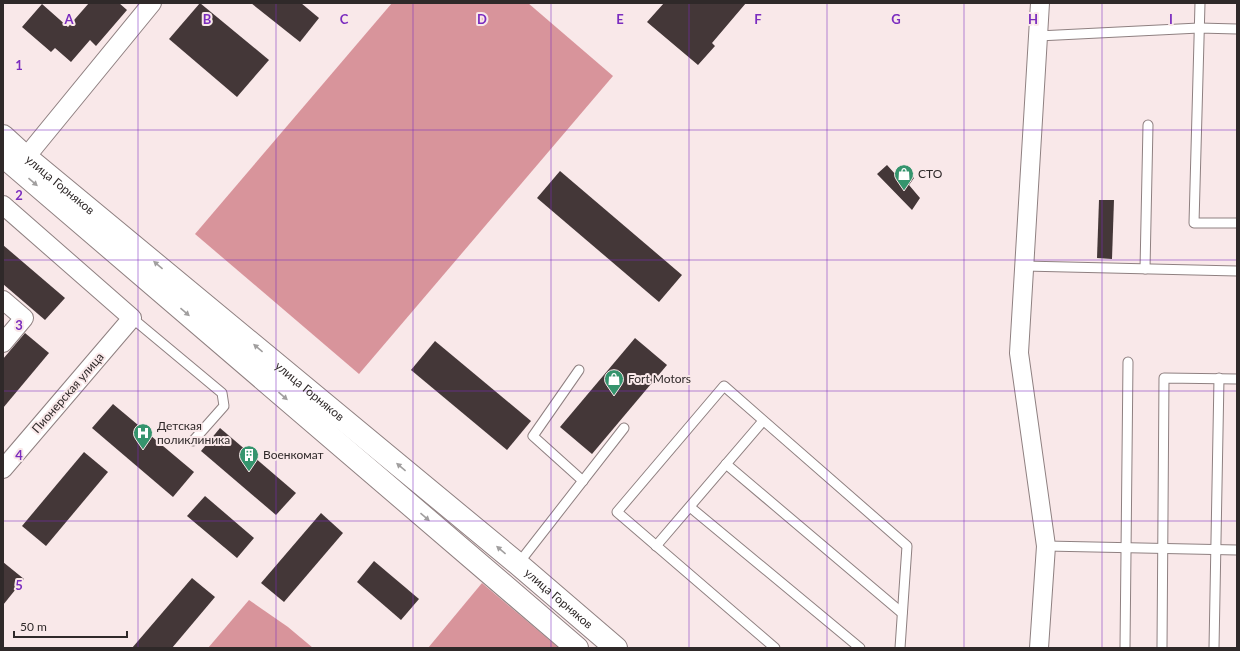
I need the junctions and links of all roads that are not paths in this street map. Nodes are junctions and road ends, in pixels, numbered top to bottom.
1 (152, 3) edge
2 (1040, 3) edge
3 (1200, 3) edge
4 (1199, 28) junction
5 (1237, 29) edge
6 (1038, 36) junction
7 (1148, 125) dead end
8 (3, 136) edge
9 (3, 156) edge
10 (26, 157) junction
11 (3, 205) edge
12 (1237, 223) edge
13 (1024, 266) junction
14 (1145, 269) junction
15 (1237, 271) edge
16 (3, 300) edge
17 (132, 318) junction
18 (3, 343) edge
19 (1128, 362) dead end
20 (578, 370) dead end
21 (1219, 378) junction
22 (1237, 379) edge
23 (764, 421) junction
24 (624, 428) dead end
25 (193, 441) dead end
26 (726, 464) junction
27 (3, 469) edge
28 (583, 481) junction
29 (690, 507) junction
30 (656, 546) junction
31 (1046, 546) junction
32 (1126, 548) junction
33 (1163, 548) junction
34 (1216, 549) junction
35 (1237, 550) edge
36 (518, 564) junction
37 (902, 613) junction
38 (577, 648) edge
39 (616, 648) edge
40 (775, 648) edge
41 (860, 648) edge
42 (900, 648) edge
43 (1039, 648) edge
44 (1125, 648) edge
45 (1162, 648) edge
46 (1214, 648) edge

1 - 10 street
2 - 6 street
3 - 4 lane
4 - 5 lane
4 - 6 lane
4 - 12 lane
6 - 13 street
7 - 14 lane
8 - 10 street, улица Горняков
9 -> 38 street, улица Горняков
36 -> 10 street, улица Горняков
11 - 17 street
13 - 14 lane
13 - 31 street
14 - 15 lane
16 - 18 street
17 - 25 lane
17 - 27 street, Пионерская улица
19 - 32 lane
20 - 28 lane
21 - 22 lane
21 - 33 lane
21 - 34 lane
23 - 26 lane
23 - 30 lane
23 - 37 lane
24 - 28 lane
26 - 29 lane
26 - 37 lane
28 - 36 lane
29 - 30 lane
29 - 41 lane
30 - 40 lane
31 - 32 lane
31 - 43 street
32 - 33 lane
32 - 44 lane
33 - 34 lane
33 - 45 lane
34 - 35 lane
34 - 46 lane
36 - 39 street, улица Горняков
37 - 42 lane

---*---

## Exercise aim:
A word-for-word reprint of the listing above is needed, minus the pictures.

## Exercise answer:
I need the junctions and links of all roads that are not paths in this street map. Nodes are junctions and road ends, in pixels, numbered top to bottom.
1 (152, 3) edge
2 (1040, 3) edge
3 (1200, 3) edge
4 (1199, 28) junction
5 (1237, 29) edge
6 (1038, 36) junction
7 (1148, 125) dead end
8 (3, 136) edge
9 (3, 156) edge
10 (26, 157) junction
11 (3, 205) edge
12 (1237, 223) edge
13 (1024, 266) junction
14 (1145, 269) junction
15 (1237, 271) edge
16 (3, 300) edge
17 (132, 318) junction
18 (3, 343) edge
19 (1128, 362) dead end
20 (578, 370) dead end
21 (1219, 378) junction
22 (1237, 379) edge
23 (764, 421) junction
24 (624, 428) dead end
25 (193, 441) dead end
26 (726, 464) junction
27 (3, 469) edge
28 (583, 481) junction
29 (690, 507) junction
30 (656, 546) junction
31 (1046, 546) junction
32 (1126, 548) junction
33 (1163, 548) junction
34 (1216, 549) junction
35 (1237, 550) edge
36 (518, 564) junction
37 (902, 613) junction
38 (577, 648) edge
39 (616, 648) edge
40 (775, 648) edge
41 (860, 648) edge
42 (900, 648) edge
43 (1039, 648) edge
44 (1125, 648) edge
45 (1162, 648) edge
46 (1214, 648) edge

1 - 10 street
2 - 6 street
3 - 4 lane
4 - 5 lane
4 - 6 lane
4 - 12 lane
6 - 13 street
7 - 14 lane
8 - 10 street, улица Горняков
9 -> 38 street, улица Горняков
36 -> 10 street, улица Горняков
11 - 17 street
13 - 14 lane
13 - 31 street
14 - 15 lane
16 - 18 street
17 - 25 lane
17 - 27 street, Пионерская улица
19 - 32 lane
20 - 28 lane
21 - 22 lane
21 - 33 lane
21 - 34 lane
23 - 26 lane
23 - 30 lane
23 - 37 lane
24 - 28 lane
26 - 29 lane
26 - 37 lane
28 - 36 lane
29 - 30 lane
29 - 41 lane
30 - 40 lane
31 - 32 lane
31 - 43 street
32 - 33 lane
32 - 44 lane
33 - 34 lane
33 - 45 lane
34 - 35 lane
34 - 46 lane
36 - 39 street, улица Горняков
37 - 42 lane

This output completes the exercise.